米中摩擦やBrexitの影響に左右されるも、日本市場は堅調

 ただし市場全体の拡大スピードは、さまざまな要因によって左右される。特に、今の“米中摩擦”がどう転ぶかは、自動車業界に大きな影響を与えるという。

「トランプ政権になって“米国第一主義”による保護主義の傾向が強くなり、中国との貿易摩擦により、中国の景気減速を引き起こしています。この傾向は、インドやトルコ、EU、日本などへも波及していくかもしれません。

 また欧州では英国のEU離脱(Brexit)リスクもあります。

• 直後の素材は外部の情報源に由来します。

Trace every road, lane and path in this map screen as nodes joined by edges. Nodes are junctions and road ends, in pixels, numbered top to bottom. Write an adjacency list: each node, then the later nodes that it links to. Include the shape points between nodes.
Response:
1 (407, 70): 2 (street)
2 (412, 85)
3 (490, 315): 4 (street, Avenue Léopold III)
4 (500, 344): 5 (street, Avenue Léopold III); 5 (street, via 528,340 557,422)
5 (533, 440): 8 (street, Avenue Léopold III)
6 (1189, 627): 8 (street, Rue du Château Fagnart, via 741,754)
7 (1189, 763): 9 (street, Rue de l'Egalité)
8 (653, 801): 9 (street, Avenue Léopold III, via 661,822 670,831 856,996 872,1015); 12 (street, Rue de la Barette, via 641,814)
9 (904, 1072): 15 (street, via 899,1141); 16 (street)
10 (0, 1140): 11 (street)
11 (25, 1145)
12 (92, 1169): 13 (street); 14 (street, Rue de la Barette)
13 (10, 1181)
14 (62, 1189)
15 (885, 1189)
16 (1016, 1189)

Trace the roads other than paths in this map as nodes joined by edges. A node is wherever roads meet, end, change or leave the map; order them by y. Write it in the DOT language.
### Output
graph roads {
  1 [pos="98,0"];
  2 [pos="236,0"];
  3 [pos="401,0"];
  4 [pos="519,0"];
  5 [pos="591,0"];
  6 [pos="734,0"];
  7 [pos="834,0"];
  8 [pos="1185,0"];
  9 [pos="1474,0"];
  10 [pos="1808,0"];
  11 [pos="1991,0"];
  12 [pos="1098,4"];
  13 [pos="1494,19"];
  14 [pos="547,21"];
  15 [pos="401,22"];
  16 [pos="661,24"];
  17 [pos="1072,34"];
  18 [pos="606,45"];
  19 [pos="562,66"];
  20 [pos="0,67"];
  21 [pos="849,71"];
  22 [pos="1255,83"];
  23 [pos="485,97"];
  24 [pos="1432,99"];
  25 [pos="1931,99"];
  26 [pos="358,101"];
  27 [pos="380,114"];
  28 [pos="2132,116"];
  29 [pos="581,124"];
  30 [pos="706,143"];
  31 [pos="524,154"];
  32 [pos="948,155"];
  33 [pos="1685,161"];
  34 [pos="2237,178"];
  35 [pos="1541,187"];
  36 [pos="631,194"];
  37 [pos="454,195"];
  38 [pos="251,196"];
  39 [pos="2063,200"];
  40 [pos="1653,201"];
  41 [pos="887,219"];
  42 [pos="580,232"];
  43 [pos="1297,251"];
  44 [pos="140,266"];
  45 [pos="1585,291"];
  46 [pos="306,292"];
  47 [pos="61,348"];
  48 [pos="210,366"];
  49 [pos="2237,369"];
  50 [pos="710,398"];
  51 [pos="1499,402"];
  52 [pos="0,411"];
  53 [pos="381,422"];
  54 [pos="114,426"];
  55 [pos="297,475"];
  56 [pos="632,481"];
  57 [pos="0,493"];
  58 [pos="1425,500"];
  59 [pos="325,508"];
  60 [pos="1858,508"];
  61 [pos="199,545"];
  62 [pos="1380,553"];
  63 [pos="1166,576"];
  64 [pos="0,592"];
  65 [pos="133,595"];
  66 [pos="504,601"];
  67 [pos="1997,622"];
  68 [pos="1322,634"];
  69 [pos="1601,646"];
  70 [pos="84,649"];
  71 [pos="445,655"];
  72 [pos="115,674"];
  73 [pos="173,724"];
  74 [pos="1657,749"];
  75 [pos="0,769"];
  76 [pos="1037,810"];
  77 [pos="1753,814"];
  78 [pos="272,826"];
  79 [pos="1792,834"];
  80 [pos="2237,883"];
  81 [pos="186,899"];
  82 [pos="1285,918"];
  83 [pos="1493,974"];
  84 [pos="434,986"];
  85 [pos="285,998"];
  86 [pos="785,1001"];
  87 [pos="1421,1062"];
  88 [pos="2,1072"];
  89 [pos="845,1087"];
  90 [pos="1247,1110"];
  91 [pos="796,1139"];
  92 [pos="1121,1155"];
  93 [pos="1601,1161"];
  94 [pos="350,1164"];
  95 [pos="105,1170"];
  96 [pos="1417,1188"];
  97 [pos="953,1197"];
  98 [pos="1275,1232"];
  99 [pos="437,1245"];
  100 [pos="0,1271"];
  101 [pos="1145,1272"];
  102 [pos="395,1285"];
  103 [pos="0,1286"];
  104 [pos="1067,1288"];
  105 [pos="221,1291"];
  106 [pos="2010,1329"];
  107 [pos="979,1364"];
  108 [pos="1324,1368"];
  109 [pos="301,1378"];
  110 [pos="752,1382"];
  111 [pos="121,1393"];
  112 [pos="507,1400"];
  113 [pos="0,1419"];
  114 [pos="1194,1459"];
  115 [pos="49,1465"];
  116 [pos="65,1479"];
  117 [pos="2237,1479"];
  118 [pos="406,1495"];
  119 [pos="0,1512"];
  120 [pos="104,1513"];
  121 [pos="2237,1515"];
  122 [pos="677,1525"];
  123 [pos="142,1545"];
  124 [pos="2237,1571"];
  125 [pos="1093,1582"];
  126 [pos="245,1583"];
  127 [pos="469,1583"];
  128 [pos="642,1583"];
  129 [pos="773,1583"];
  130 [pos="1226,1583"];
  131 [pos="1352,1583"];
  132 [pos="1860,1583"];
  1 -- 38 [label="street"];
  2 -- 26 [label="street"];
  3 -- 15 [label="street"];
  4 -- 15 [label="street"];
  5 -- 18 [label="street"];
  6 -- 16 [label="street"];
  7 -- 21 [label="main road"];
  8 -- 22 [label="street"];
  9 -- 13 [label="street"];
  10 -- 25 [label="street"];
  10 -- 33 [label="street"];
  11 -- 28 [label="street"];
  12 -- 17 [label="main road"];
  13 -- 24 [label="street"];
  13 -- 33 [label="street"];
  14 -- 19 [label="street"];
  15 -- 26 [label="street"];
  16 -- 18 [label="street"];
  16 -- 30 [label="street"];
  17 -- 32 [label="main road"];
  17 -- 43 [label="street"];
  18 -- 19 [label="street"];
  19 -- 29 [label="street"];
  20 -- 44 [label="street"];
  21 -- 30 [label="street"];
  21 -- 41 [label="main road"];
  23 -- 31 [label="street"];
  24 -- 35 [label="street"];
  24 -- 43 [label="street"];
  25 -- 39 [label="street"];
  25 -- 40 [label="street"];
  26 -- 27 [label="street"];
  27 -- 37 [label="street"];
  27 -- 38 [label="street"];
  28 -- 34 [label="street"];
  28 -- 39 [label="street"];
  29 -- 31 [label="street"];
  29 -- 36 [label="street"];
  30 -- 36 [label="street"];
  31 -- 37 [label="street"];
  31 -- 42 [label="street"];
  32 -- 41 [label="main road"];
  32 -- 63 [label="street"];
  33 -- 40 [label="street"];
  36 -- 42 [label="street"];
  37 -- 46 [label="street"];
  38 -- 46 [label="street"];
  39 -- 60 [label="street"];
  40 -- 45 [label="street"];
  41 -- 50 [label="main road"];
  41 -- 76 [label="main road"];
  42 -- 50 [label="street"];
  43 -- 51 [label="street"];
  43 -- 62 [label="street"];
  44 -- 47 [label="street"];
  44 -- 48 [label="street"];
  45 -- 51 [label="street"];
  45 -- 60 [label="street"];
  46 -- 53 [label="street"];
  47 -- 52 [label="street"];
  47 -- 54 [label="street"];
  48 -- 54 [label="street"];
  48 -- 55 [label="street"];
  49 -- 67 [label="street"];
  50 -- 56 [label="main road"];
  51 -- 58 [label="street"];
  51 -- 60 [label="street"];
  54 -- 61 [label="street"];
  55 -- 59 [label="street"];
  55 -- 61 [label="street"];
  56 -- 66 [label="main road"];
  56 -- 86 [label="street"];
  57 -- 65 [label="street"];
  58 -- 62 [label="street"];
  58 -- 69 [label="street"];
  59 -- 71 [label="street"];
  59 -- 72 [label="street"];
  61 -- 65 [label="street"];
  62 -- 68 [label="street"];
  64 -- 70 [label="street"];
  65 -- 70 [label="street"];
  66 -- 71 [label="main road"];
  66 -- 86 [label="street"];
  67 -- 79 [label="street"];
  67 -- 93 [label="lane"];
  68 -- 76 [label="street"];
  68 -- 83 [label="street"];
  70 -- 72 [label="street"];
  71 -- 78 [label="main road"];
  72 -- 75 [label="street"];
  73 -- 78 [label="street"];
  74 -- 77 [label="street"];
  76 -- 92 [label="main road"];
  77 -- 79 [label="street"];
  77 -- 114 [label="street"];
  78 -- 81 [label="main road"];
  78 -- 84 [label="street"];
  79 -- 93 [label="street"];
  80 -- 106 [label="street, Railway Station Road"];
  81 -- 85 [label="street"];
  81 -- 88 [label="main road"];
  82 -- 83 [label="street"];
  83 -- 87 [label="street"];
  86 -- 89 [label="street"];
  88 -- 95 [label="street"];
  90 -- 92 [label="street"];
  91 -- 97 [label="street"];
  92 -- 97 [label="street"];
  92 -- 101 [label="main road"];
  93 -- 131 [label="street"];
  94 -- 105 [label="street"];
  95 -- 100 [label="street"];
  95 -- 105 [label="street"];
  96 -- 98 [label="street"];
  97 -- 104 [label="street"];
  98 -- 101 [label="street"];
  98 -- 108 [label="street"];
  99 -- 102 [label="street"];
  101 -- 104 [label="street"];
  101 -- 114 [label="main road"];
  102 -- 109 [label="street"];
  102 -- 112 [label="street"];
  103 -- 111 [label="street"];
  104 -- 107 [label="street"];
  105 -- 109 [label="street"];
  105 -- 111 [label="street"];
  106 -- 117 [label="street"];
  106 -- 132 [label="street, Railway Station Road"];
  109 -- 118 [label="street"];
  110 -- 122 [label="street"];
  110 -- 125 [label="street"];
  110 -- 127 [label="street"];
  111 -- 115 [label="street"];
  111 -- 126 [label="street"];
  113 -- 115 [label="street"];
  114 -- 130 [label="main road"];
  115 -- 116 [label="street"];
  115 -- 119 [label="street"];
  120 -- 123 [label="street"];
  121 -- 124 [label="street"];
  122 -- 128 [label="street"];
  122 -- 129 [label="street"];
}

2019年10月まで決定が延ばされましたが、まだ予断を許さない状況が続いています。加えて、環境面を配慮し、2018年9月に『WLTP(乗用車等の国際調和排出ガス・燃費試験法)』がEU全登録車に導入されたため、その調整が行われるでしょう」(川野氏)

 とはいえ、こうした複雑な状況でも、現在のところ日本は特別な立ち位置にあるという。川野氏は「日本の場合は、政府の施策が効いているため、まだ他国と比べて販売は好調といえます」との見解を示す。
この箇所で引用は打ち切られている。